**WORK REQUEST**
Reprint the entries without altering anything.

[Stored data entries]
========================================

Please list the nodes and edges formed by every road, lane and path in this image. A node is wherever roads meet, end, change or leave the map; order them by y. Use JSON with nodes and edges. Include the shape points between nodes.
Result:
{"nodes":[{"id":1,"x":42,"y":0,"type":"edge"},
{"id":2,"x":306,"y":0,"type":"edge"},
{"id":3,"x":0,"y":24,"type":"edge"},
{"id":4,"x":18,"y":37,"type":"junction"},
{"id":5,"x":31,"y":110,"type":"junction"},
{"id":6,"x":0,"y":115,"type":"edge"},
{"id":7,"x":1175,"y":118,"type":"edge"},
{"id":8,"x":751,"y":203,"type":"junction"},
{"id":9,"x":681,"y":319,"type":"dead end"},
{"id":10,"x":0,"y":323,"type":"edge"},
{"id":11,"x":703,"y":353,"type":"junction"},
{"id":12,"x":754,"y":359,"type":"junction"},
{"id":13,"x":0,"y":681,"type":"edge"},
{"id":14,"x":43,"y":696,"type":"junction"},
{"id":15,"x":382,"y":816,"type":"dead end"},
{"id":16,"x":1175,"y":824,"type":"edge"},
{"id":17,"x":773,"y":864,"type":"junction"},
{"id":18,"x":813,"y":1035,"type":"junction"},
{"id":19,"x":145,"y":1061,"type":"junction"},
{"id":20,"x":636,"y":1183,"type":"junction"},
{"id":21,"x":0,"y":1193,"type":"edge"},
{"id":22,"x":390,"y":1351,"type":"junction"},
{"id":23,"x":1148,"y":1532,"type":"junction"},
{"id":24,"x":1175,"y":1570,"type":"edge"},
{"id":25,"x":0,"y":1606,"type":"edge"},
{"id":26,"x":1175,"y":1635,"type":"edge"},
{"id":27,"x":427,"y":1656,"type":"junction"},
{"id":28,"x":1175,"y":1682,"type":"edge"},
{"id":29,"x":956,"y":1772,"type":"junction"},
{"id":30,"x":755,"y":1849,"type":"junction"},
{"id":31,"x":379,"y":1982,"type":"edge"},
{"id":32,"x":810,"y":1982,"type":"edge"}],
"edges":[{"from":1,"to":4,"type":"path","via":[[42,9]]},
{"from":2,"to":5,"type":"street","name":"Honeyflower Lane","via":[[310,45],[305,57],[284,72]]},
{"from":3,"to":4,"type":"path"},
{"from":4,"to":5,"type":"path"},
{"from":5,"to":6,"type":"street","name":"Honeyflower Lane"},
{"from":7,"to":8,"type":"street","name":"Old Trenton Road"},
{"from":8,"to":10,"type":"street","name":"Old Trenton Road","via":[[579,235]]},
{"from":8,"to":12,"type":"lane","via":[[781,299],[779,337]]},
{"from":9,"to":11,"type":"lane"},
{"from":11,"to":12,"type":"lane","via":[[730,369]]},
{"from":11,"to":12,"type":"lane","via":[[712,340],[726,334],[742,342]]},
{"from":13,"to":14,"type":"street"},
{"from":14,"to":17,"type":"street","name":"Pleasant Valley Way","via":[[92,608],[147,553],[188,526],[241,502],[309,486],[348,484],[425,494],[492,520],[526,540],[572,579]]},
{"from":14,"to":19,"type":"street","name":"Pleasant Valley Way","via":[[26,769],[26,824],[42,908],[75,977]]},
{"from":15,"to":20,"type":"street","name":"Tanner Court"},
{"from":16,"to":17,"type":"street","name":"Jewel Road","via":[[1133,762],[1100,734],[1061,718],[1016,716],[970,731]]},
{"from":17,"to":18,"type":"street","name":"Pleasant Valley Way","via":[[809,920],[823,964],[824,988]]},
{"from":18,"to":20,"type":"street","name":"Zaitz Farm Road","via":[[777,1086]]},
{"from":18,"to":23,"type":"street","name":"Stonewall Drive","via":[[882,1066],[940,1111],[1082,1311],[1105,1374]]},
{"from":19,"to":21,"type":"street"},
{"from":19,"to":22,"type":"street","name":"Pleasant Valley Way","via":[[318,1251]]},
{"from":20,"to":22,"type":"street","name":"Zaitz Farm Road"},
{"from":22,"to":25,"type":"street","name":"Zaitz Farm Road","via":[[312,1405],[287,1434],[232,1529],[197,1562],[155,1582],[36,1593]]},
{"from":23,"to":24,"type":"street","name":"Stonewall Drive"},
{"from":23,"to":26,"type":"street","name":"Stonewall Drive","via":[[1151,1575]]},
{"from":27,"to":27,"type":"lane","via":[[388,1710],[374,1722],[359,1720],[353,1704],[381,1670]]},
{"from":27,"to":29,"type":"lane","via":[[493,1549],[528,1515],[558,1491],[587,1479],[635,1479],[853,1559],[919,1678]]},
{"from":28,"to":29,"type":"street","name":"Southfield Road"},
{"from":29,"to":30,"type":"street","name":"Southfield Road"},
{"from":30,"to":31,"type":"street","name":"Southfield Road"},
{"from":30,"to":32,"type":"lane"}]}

========================================

**OUTPUT**
Please list the nodes and edges formed by every road, lane and path in this image. A node is wherever roads meet, end, change or leave the map; order them by y. Use JSON with nodes and edges. Include the shape points between nodes.
Result:
{"nodes":[{"id":1,"x":42,"y":0,"type":"edge"},
{"id":2,"x":306,"y":0,"type":"edge"},
{"id":3,"x":0,"y":24,"type":"edge"},
{"id":4,"x":18,"y":37,"type":"junction"},
{"id":5,"x":31,"y":110,"type":"junction"},
{"id":6,"x":0,"y":115,"type":"edge"},
{"id":7,"x":1175,"y":118,"type":"edge"},
{"id":8,"x":751,"y":203,"type":"junction"},
{"id":9,"x":681,"y":319,"type":"dead end"},
{"id":10,"x":0,"y":323,"type":"edge"},
{"id":11,"x":703,"y":353,"type":"junction"},
{"id":12,"x":754,"y":359,"type":"junction"},
{"id":13,"x":0,"y":681,"type":"edge"},
{"id":14,"x":43,"y":696,"type":"junction"},
{"id":15,"x":382,"y":816,"type":"dead end"},
{"id":16,"x":1175,"y":824,"type":"edge"},
{"id":17,"x":773,"y":864,"type":"junction"},
{"id":18,"x":813,"y":1035,"type":"junction"},
{"id":19,"x":145,"y":1061,"type":"junction"},
{"id":20,"x":636,"y":1183,"type":"junction"},
{"id":21,"x":0,"y":1193,"type":"edge"},
{"id":22,"x":390,"y":1351,"type":"junction"},
{"id":23,"x":1148,"y":1532,"type":"junction"},
{"id":24,"x":1175,"y":1570,"type":"edge"},
{"id":25,"x":0,"y":1606,"type":"edge"},
{"id":26,"x":1175,"y":1635,"type":"edge"},
{"id":27,"x":427,"y":1656,"type":"junction"},
{"id":28,"x":1175,"y":1682,"type":"edge"},
{"id":29,"x":956,"y":1772,"type":"junction"},
{"id":30,"x":755,"y":1849,"type":"junction"},
{"id":31,"x":379,"y":1982,"type":"edge"},
{"id":32,"x":810,"y":1982,"type":"edge"}],
"edges":[{"from":1,"to":4,"type":"path","via":[[42,9]]},
{"from":2,"to":5,"type":"street","name":"Honeyflower Lane","via":[[310,45],[305,57],[284,72]]},
{"from":3,"to":4,"type":"path"},
{"from":4,"to":5,"type":"path"},
{"from":5,"to":6,"type":"street","name":"Honeyflower Lane"},
{"from":7,"to":8,"type":"street","name":"Old Trenton Road"},
{"from":8,"to":10,"type":"street","name":"Old Trenton Road","via":[[579,235]]},
{"from":8,"to":12,"type":"lane","via":[[781,299],[779,337]]},
{"from":9,"to":11,"type":"lane"},
{"from":11,"to":12,"type":"lane","via":[[730,369]]},
{"from":11,"to":12,"type":"lane","via":[[712,340],[726,334],[742,342]]},
{"from":13,"to":14,"type":"street"},
{"from":14,"to":17,"type":"street","name":"Pleasant Valley Way","via":[[92,608],[147,553],[188,526],[241,502],[309,486],[348,484],[425,494],[492,520],[526,540],[572,579]]},
{"from":14,"to":19,"type":"street","name":"Pleasant Valley Way","via":[[26,769],[26,824],[42,908],[75,977]]},
{"from":15,"to":20,"type":"street","name":"Tanner Court"},
{"from":16,"to":17,"type":"street","name":"Jewel Road","via":[[1133,762],[1100,734],[1061,718],[1016,716],[970,731]]},
{"from":17,"to":18,"type":"street","name":"Pleasant Valley Way","via":[[809,920],[823,964],[824,988]]},
{"from":18,"to":20,"type":"street","name":"Zaitz Farm Road","via":[[777,1086]]},
{"from":18,"to":23,"type":"street","name":"Stonewall Drive","via":[[882,1066],[940,1111],[1082,1311],[1105,1374]]},
{"from":19,"to":21,"type":"street"},
{"from":19,"to":22,"type":"street","name":"Pleasant Valley Way","via":[[318,1251]]},
{"from":20,"to":22,"type":"street","name":"Zaitz Farm Road"},
{"from":22,"to":25,"type":"street","name":"Zaitz Farm Road","via":[[312,1405],[287,1434],[232,1529],[197,1562],[155,1582],[36,1593]]},
{"from":23,"to":24,"type":"street","name":"Stonewall Drive"},
{"from":23,"to":26,"type":"street","name":"Stonewall Drive","via":[[1151,1575]]},
{"from":27,"to":27,"type":"lane","via":[[388,1710],[374,1722],[359,1720],[353,1704],[381,1670]]},
{"from":27,"to":29,"type":"lane","via":[[493,1549],[528,1515],[558,1491],[587,1479],[635,1479],[853,1559],[919,1678]]},
{"from":28,"to":29,"type":"street","name":"Southfield Road"},
{"from":29,"to":30,"type":"street","name":"Southfield Road"},
{"from":30,"to":31,"type":"street","name":"Southfield Road"},
{"from":30,"to":32,"type":"lane"}]}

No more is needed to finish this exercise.